The Better Approach: Eliminate Drift at the Source
The goal should be to stop the ability of things changing the environment. If you design your permissions model properly, drift becomes rare by design.
The goal is simple:
- No direct changes in production environments
- All infrastructure changes go through Terraform
- Terraform runs via controlled pipelines
In this model, Terraform isn’t just a tool but it’s the only path to change. If that’s enforced properly, drift doesn’t happen in normal operation. Therefore do you need to spend resources and time to monitor the drift of Terraform?
“Break Glass” Still Matters
In reality though, even if we want to restrict all changes in environments manually, there will come a time in support you need someone to save the day. To enable this you will need a role that has higher privileges to through them fixes in like updating a Network Security Group, or putting a patch on a Virtual Machine.
This is where you need to be strict with both who and what you give:
- Limited access to what it needs using fine grain access.
- Used only in emergencies and not just because it is easier.
- Assigned to trusted engineers (e.g. SREs), so it doesn’t spread.
Following this allows BAU support to be maintained and keeps it controlled, but this only works if there’s discipline afterward:
Every manual change must be reflected back into Terraform.
If you skip that step, drift becomes permanent and your IaC loses credibility. You still question the effort for drift detection as these changes should happen very rarely and the changes reflected back into your code.
When Drift Detection Does Make Sense
However, I understand that even with strong controls, drift detection can still be useful as a safety net for:
- Auditing environments
- Catching misconfigurations
- Detecting accidental or unauthorized changes
- Highlighting gaps in your permission model
But it should be your backup plan, not your primary strategy. This shouldn’t be your first focus and where your design/development activities are put. Below is a simple solution I would use for Drift Detection.
A Simple, Tool-Agnostic Way to Detect Drift
If you do want drift detection, you don’t need anything complex.
A straightforward approach:
- Run a scheduled pipeline/workflow (e.g. daily)
- Execute
terraform planagainst your environment - Compare the output to detect unexpected changes
The key detail:
Run the plan against the exact version of code that is currently deployed.
If you don’t, you’ll just detect differences between commits not actual drift.

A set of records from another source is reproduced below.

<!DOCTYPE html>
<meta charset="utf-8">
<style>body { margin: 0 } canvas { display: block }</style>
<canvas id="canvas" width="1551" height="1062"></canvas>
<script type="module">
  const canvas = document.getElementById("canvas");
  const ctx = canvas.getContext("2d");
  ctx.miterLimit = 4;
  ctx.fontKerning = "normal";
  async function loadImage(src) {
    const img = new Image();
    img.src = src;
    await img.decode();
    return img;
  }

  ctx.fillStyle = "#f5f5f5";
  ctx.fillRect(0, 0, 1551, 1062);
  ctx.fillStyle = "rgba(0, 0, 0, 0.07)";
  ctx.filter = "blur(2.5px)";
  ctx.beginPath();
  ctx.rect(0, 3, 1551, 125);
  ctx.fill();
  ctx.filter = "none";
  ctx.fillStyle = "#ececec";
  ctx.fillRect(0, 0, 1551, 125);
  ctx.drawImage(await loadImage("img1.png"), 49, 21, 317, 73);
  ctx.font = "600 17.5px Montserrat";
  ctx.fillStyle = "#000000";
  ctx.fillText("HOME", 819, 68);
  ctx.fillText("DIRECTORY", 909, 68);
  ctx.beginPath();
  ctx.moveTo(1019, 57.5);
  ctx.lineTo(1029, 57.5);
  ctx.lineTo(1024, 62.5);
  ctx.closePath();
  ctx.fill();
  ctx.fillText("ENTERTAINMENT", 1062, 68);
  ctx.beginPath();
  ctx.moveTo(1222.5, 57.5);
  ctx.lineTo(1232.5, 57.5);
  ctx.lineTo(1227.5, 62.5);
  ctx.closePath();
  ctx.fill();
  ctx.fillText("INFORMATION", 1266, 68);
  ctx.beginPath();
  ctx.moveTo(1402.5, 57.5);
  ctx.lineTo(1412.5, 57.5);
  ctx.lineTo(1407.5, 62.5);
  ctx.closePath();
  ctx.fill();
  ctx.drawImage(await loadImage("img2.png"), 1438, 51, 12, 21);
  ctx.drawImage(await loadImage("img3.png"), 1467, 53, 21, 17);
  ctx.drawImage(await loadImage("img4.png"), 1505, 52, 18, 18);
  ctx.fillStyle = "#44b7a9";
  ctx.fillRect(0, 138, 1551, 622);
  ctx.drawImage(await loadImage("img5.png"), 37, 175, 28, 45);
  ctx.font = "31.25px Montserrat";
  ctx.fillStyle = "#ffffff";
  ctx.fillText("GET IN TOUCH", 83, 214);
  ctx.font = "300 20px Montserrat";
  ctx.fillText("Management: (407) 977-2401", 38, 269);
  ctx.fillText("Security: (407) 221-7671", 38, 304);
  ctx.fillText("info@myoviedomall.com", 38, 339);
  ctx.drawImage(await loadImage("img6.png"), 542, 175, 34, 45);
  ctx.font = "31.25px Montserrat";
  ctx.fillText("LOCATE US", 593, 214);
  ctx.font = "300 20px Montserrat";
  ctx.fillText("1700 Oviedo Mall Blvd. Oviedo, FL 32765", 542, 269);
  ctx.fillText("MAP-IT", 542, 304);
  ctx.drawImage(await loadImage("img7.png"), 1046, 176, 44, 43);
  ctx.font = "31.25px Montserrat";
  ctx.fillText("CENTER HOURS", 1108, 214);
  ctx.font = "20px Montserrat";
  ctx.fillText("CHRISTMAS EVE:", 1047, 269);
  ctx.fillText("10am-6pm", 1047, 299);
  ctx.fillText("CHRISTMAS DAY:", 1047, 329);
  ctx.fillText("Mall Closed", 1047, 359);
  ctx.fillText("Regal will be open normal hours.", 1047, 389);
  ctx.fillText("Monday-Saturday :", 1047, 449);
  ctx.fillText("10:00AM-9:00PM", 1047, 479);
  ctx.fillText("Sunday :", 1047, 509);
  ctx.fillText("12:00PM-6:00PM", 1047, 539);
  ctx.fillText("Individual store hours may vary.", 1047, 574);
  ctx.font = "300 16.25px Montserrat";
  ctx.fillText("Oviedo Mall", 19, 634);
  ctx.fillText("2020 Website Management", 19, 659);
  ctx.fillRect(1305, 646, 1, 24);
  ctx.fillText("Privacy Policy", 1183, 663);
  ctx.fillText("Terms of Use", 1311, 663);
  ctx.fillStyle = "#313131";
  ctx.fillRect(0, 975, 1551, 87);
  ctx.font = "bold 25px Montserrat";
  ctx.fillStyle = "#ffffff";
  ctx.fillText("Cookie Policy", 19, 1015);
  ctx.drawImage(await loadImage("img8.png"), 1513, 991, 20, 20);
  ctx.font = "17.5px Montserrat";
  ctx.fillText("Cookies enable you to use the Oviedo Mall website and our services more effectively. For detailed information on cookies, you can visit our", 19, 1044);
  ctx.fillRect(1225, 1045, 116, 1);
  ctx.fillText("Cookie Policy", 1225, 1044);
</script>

Something that can help with the detection and putting logic into your drift is using the Terraform output json which I have written about before in Terraform plan output to JSON.
From there, you can:
- Inspect the planned changes
- Detect additions, updates, or deletions
- Trigger alerts if anything unexpected appears
Final Thought
If you rely heavily on drift detection, it’s worth asking why. In most cases, the better investment is:
Stronger permissions, tighter control, and a single path for change.
Drift detection is useful but it’s not a substitute for good system design.
Taking It Further: An Agentic Approach to Drift
If you want to push this further, this is where things get interesting and potential for AI use.
Instead of just detecting drift, you can interpret it.
Using an MCP-style integration (for example, something like the Azure and Terraform Model Context Protocol), you can introduce an agent that sits on top of your Terraform pipeline and adds reasoning to the process.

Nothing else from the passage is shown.